Thursday, October 16, 2008

Dow Entry Level at 6,000?



Robert Shiller, professor of finance at Yale University and chief economist for MacroMarkets LLC, tracks what he calls the "Graham P/E," a measure of market valuation he adapted from an observation Graham made many years ago. The Graham P/E divides the price of major U.S. stocks by their net earnings averaged over the past 10 years, adjusted for inflation. After this week's bloodbath, the Standard & Poor's 500-stock index is priced at 15 times earnings by the Graham-Shiller measure. That is a 25% decline since Sept. 30 alone.

The Graham P/E has not been this low since January 1989; the long-term average in Prof. Shiller's database, which goes back to 1881, is 16.3 times earnings.

But when the stock market moves away from historical norms, it tends to overshoot. The modern low on the Graham P/E was 6.6 in July and August of 1982, and it has sunk below 10 for several long stretches since World War II -- most recently, from 1977 through 1984.


It would take a bottom of about 600 on the S&P 500 to take the current Graham P/E down to 10. That's roughly a 30% drop from last week's levels; an equivalent drop would take the Dow below 6000.

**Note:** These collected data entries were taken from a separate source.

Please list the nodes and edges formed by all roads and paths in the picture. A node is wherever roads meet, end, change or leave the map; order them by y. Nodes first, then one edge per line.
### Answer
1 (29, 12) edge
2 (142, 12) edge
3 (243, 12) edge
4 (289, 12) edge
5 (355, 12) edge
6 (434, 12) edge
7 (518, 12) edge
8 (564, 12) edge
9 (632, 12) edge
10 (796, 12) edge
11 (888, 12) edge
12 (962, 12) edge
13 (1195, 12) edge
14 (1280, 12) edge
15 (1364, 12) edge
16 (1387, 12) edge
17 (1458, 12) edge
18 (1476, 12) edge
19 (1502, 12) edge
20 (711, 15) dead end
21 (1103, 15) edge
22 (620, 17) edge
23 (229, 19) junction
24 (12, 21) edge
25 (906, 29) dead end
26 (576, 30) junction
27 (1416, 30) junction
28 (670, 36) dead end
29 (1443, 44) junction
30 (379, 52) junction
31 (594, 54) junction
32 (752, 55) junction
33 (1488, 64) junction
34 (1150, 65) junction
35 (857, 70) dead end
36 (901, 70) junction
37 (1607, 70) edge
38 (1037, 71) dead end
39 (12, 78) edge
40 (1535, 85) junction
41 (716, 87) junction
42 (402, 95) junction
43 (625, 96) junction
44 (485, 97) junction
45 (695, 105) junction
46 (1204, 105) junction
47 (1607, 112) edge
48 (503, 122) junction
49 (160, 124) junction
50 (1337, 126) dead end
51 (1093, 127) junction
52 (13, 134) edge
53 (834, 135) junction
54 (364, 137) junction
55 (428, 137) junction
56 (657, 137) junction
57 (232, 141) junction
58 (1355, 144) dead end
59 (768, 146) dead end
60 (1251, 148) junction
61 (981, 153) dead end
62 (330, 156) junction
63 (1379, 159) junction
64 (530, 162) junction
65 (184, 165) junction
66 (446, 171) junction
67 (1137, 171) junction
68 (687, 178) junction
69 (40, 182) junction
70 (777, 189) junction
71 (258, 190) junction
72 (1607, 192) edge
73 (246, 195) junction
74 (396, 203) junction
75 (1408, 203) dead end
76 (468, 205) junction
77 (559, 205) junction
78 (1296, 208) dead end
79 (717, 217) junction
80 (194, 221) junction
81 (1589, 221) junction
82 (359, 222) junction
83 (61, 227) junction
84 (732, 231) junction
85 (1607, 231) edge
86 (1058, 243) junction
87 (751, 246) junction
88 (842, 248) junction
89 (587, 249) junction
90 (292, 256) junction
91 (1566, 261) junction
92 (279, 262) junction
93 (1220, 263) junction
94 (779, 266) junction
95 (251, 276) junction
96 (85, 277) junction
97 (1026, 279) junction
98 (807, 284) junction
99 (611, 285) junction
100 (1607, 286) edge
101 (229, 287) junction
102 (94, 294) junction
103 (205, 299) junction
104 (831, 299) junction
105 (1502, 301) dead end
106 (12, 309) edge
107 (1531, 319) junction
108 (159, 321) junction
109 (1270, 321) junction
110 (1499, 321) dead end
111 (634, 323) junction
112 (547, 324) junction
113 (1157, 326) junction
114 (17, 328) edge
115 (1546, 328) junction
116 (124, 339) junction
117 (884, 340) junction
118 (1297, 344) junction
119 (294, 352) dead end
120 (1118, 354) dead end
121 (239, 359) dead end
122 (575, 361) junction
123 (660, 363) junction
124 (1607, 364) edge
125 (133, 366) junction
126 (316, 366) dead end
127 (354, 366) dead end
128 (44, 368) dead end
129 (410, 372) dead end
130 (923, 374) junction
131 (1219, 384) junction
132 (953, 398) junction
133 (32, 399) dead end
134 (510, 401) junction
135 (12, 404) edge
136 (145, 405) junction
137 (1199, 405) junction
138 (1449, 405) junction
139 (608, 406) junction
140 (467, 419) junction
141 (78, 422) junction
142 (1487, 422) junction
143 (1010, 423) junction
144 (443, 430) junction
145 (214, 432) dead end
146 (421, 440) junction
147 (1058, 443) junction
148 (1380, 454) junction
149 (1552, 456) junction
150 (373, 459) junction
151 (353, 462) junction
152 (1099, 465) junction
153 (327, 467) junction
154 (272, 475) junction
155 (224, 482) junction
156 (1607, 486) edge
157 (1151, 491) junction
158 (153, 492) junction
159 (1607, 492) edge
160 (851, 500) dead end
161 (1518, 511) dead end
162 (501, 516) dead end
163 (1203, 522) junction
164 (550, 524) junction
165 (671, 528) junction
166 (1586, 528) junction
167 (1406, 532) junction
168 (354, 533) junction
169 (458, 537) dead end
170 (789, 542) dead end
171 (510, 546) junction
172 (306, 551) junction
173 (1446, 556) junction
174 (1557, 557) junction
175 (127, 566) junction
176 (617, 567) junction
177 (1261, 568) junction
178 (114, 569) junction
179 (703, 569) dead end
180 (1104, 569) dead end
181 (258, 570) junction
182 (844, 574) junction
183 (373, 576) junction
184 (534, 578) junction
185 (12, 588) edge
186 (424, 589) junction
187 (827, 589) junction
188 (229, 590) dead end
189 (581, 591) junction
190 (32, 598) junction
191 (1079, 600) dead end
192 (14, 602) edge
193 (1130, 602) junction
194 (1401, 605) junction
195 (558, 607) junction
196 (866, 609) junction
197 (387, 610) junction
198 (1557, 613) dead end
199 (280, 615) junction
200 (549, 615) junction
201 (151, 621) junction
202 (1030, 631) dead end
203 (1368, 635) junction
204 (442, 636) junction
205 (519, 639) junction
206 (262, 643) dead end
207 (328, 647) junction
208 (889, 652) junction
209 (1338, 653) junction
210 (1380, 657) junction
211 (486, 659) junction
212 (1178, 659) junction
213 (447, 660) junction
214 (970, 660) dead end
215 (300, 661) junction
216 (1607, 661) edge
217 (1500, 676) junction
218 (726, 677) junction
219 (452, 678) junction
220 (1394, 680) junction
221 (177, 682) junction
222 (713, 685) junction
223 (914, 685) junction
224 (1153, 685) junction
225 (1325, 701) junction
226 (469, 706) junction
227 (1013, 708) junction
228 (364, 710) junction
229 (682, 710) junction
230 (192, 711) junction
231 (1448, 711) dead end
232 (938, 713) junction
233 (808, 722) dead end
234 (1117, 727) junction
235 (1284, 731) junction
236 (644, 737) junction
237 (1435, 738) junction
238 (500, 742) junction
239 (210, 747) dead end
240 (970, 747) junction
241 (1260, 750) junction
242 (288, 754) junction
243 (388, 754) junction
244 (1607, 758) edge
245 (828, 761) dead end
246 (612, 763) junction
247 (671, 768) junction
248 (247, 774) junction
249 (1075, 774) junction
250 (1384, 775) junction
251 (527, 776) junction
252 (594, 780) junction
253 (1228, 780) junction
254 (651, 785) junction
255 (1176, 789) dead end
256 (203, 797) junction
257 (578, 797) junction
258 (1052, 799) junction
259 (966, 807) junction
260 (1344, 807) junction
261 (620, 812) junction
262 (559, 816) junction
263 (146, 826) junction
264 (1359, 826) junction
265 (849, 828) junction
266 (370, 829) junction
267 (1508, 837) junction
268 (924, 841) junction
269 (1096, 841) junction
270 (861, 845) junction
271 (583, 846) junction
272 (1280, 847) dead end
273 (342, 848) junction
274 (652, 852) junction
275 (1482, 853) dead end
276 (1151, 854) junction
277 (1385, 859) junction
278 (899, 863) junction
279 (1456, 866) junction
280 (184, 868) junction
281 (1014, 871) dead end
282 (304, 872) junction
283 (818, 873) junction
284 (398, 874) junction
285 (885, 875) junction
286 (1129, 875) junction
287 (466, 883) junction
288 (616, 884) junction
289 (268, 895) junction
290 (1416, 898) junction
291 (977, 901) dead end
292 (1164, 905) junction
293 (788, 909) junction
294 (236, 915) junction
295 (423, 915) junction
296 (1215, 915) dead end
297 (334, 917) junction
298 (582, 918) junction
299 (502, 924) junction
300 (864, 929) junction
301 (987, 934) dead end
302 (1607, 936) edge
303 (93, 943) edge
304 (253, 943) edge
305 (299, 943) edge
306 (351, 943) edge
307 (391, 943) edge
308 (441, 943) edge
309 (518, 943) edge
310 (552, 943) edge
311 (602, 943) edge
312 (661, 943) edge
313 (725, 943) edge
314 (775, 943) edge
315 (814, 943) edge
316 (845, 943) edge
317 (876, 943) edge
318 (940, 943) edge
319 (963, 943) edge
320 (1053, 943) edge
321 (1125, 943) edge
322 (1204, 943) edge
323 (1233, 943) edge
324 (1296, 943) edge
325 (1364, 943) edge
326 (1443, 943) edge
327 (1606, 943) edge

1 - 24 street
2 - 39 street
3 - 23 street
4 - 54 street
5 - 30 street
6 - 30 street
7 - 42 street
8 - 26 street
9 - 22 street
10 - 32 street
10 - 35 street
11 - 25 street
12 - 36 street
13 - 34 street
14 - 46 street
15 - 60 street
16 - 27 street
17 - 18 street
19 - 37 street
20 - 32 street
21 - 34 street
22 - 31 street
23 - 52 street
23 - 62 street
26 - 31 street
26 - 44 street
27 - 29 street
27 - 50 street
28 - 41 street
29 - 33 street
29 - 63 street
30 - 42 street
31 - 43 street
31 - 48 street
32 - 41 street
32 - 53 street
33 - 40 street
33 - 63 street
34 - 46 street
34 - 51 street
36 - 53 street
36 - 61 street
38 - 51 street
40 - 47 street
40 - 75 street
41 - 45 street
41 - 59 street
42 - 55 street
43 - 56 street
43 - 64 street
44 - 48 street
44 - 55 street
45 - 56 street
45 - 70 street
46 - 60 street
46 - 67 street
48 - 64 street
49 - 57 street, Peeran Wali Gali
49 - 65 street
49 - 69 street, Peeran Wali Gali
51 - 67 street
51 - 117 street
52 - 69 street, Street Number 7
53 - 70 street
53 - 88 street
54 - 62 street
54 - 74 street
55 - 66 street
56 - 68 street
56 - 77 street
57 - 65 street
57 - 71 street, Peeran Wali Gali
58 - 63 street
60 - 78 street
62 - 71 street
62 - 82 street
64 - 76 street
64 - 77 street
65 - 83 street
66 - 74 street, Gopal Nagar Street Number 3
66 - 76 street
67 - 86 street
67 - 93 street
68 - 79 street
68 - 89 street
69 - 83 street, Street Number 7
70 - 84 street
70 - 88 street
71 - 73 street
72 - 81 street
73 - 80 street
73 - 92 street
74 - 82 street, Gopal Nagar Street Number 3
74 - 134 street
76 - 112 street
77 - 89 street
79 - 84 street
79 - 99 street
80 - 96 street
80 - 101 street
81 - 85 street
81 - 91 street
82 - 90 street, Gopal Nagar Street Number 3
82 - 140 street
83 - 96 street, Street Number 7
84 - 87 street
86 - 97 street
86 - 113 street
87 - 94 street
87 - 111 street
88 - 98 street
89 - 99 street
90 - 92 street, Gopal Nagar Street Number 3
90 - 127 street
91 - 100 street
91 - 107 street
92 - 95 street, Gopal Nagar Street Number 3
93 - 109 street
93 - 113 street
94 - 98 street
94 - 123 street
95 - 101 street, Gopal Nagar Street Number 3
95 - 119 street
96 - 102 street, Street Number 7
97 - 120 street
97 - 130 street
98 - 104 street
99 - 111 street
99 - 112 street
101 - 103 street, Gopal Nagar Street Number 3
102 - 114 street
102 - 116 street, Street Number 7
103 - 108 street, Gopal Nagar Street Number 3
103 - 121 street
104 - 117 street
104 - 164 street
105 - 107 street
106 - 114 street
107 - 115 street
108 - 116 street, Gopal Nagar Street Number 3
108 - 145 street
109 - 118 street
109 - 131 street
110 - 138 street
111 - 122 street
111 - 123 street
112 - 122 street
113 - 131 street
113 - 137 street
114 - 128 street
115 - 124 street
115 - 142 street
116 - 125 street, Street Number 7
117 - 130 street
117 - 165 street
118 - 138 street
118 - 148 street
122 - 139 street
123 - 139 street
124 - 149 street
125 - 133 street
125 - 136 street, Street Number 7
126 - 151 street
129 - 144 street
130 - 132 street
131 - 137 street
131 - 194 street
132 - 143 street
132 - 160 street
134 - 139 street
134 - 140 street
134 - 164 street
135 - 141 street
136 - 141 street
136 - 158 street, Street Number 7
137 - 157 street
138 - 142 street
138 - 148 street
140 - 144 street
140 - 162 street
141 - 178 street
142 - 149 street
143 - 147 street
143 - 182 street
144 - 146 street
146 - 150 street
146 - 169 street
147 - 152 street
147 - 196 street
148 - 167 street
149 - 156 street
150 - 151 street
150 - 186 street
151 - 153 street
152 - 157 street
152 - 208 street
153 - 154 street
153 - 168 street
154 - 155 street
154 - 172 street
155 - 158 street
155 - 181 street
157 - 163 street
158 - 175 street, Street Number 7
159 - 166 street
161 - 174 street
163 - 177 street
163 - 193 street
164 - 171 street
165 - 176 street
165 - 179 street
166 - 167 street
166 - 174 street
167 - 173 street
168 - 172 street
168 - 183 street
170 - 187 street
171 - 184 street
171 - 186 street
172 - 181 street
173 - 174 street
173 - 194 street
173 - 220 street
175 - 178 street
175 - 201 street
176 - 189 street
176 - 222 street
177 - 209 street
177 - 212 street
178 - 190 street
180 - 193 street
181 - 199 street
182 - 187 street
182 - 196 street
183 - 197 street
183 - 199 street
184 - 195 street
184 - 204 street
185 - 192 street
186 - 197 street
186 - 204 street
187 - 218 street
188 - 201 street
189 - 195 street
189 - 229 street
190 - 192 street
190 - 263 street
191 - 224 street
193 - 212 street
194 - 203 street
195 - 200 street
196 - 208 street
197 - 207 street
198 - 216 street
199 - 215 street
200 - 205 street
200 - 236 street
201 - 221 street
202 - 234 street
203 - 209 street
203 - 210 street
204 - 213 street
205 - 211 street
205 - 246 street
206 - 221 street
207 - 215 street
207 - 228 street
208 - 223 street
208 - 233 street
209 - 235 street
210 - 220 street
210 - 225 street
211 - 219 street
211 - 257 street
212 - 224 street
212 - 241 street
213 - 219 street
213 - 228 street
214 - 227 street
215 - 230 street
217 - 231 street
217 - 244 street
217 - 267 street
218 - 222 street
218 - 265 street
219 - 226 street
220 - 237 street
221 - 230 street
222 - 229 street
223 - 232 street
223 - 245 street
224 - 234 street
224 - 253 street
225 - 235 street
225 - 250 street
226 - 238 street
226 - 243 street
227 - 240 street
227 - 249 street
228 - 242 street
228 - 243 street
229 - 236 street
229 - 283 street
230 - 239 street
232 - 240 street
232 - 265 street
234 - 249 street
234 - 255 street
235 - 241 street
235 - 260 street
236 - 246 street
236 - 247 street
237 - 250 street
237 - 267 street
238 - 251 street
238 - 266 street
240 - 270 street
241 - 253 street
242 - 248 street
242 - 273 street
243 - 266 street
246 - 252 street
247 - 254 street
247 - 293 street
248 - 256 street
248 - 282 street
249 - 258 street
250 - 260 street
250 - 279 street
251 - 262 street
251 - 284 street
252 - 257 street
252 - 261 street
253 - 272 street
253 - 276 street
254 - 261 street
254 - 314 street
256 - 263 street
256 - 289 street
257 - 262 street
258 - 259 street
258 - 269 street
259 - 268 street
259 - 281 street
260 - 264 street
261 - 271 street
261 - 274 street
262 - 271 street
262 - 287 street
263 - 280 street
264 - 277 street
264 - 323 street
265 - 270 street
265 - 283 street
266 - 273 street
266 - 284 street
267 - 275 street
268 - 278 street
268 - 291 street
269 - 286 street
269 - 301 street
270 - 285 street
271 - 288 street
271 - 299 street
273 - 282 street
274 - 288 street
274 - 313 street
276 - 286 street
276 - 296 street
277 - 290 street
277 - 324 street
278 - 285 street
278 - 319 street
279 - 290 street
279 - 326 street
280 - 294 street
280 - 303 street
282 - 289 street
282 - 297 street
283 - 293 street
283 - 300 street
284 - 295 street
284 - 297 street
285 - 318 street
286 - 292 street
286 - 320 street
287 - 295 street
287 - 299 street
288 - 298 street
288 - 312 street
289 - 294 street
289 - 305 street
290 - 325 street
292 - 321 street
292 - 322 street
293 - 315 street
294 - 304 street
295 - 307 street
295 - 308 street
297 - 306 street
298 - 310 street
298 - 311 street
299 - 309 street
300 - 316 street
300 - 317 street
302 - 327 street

Source: http://gregmankiw.blogspot.com/


Is it safe to enter the stock market when Dow comes down to 6,000?? Or 8,000?? Risk comes from not knowing what you are doing. If you dont know what you are doing, why rush to buy now when the market is still in turmoil? Ask yourself, "Is it worthy to risk losing money when you think the bottom is still far away"? Why go against the tide? Capital preservation is the key now. The market will always be there. It wont go away. Be patient and think rationally!! Do your homework before you buy. Always be prepared. Like Charlie Munger said, "Opportunity comes to the prepared mind".